Whatever they're wearing, women who visit mosques are usually requested to cover their heads. Non-Muslim women, unused to wearing headscarves, come up with a number of solutions. Meaghan bought a scarf in the Grand Bazaar and did a reasonable approximation of the Turkish style, although without that lower layer she did have some hair peeking out. Other solutions were less elegant, ranging from the knot-under-the-chin toothache look, to the one girl who actually tied the arms of her sweatshirt around her head, to a few who chose not to cover their heads at all. Having been to Morocco, where non-Muslims are not even allowed to enter any mosques except this one, we found their disrespect pretty classless.
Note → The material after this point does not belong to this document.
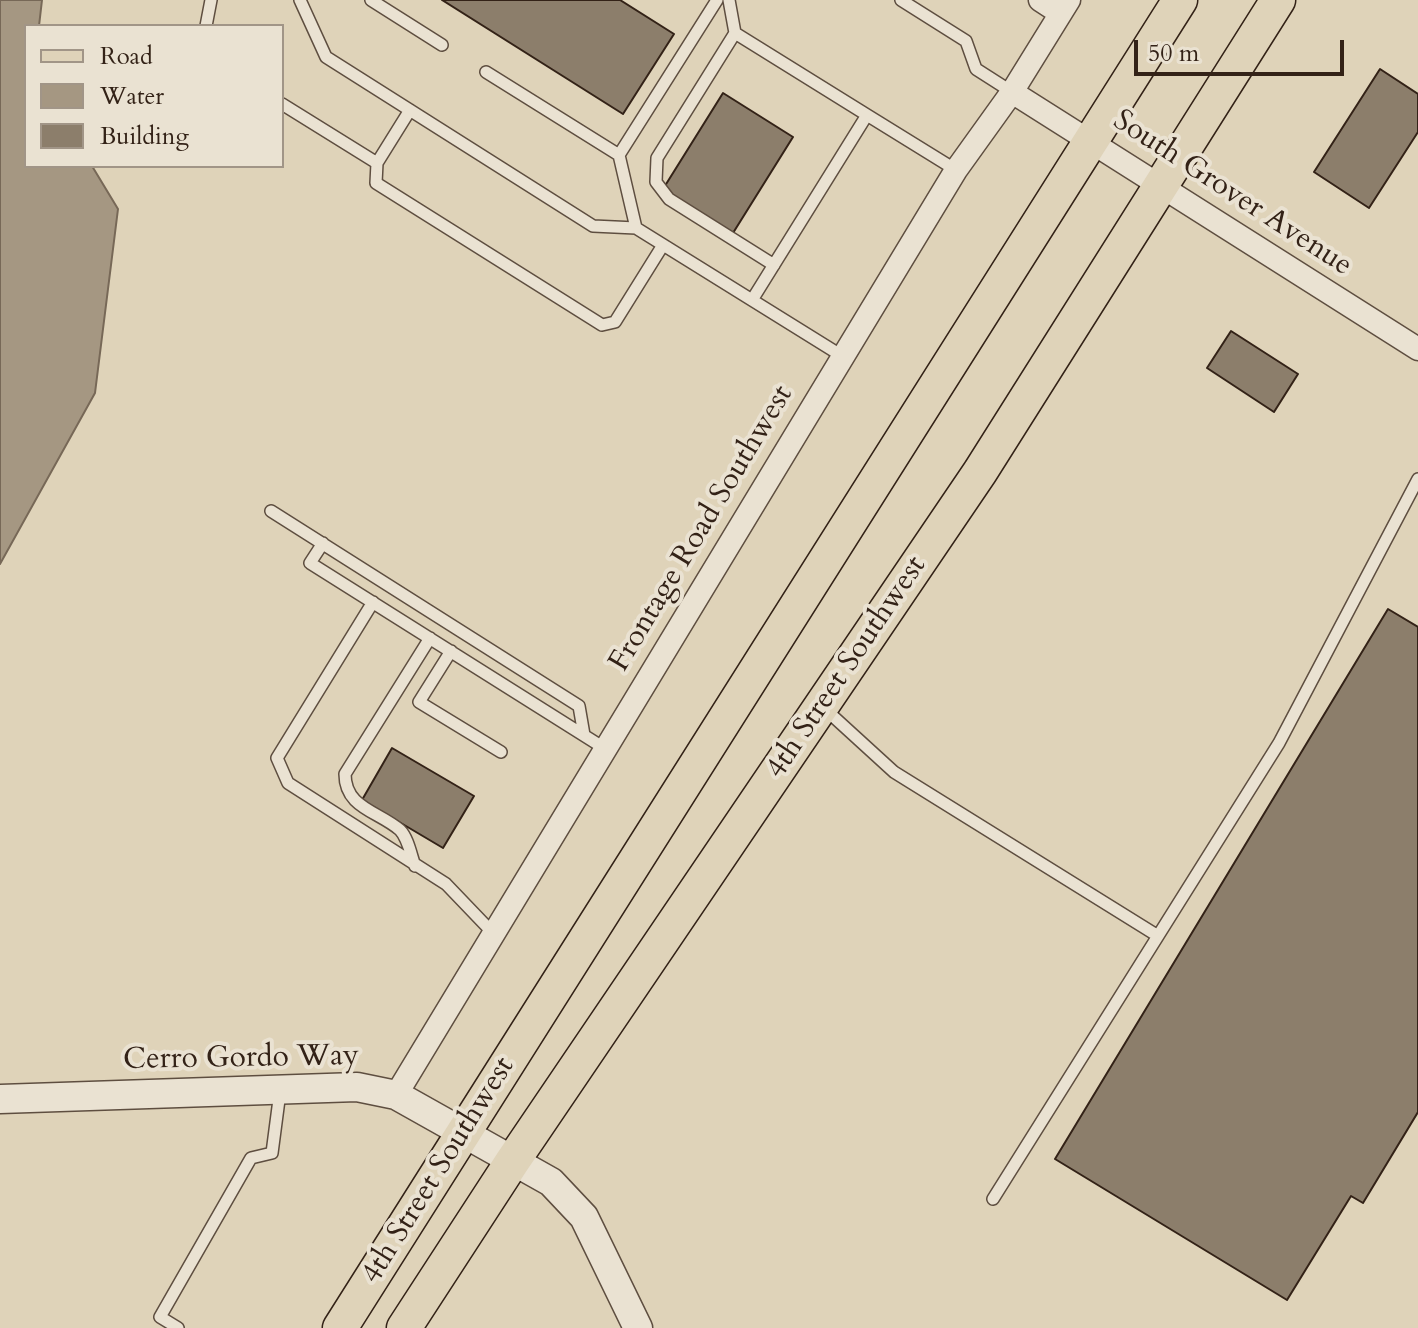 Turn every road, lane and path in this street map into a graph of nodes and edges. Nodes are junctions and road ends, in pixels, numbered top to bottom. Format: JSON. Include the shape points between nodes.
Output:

Our guidebook had its own suggestion of how we should show respect to our Turkish hosts:
At all times show respect for Ataturk, whose picture you will see in offices, shops, and public places.In fact, you do see pictures of the founder of the Turkish Republic, a snappy dresser with piercing eyes, everywhere you go. When you step off the train, you see a three-foot-high bronze image of his face emerging from a marble wall. Our favorite restaurant, whose walls were covered with pictures of every sort, reserved one wall for Ataturk alone. Every denomination of the Turkish lira bears his picture. Now, it never would have occurred to Meaghan and me to make fun of these pictures. We're live-and-let-live sorts; every country shows its patriotism in its own way; and besides, he's a handsome fellow. But having read this advice in our guidebook put the idea in our heads, and much like Tolstoy and his white bear, we couldn't stop thinking about it. Every time we saw a picture of Ataturk, it made us want to laugh - at our guidebook! We were lucky not to embarrass ourselves. Istanbul is a great vacation destination that I would recommend to just about anyone. Its tourist hordes and hard-sell shopkeepers are overwhelming at times, but the locals know how to help you get what you want; it doesn't seem quite so foreign as Morocco does. Our book said that "nothing can prepare you for the Grand Bazaar," but compared to the sensory onslaught of Marrakech's Djemaa el Fna, we felt practically at home. We read one tourist brochure that described Istanbul as "the capital of three empires;" its most famous sights outline the history of civilization. There's one moment when you're walking into the Hagia Sophia and you see above the arch an Orthodox Christian mosaic of St. Michael; as you look down, the arch frames a giant wooden circle bearing the name of one of Muhammad's relatives in Arabic calligraphy. In that moment, you sense a coming together of east and west, past and present, and the historic weight of our ancestors' actions.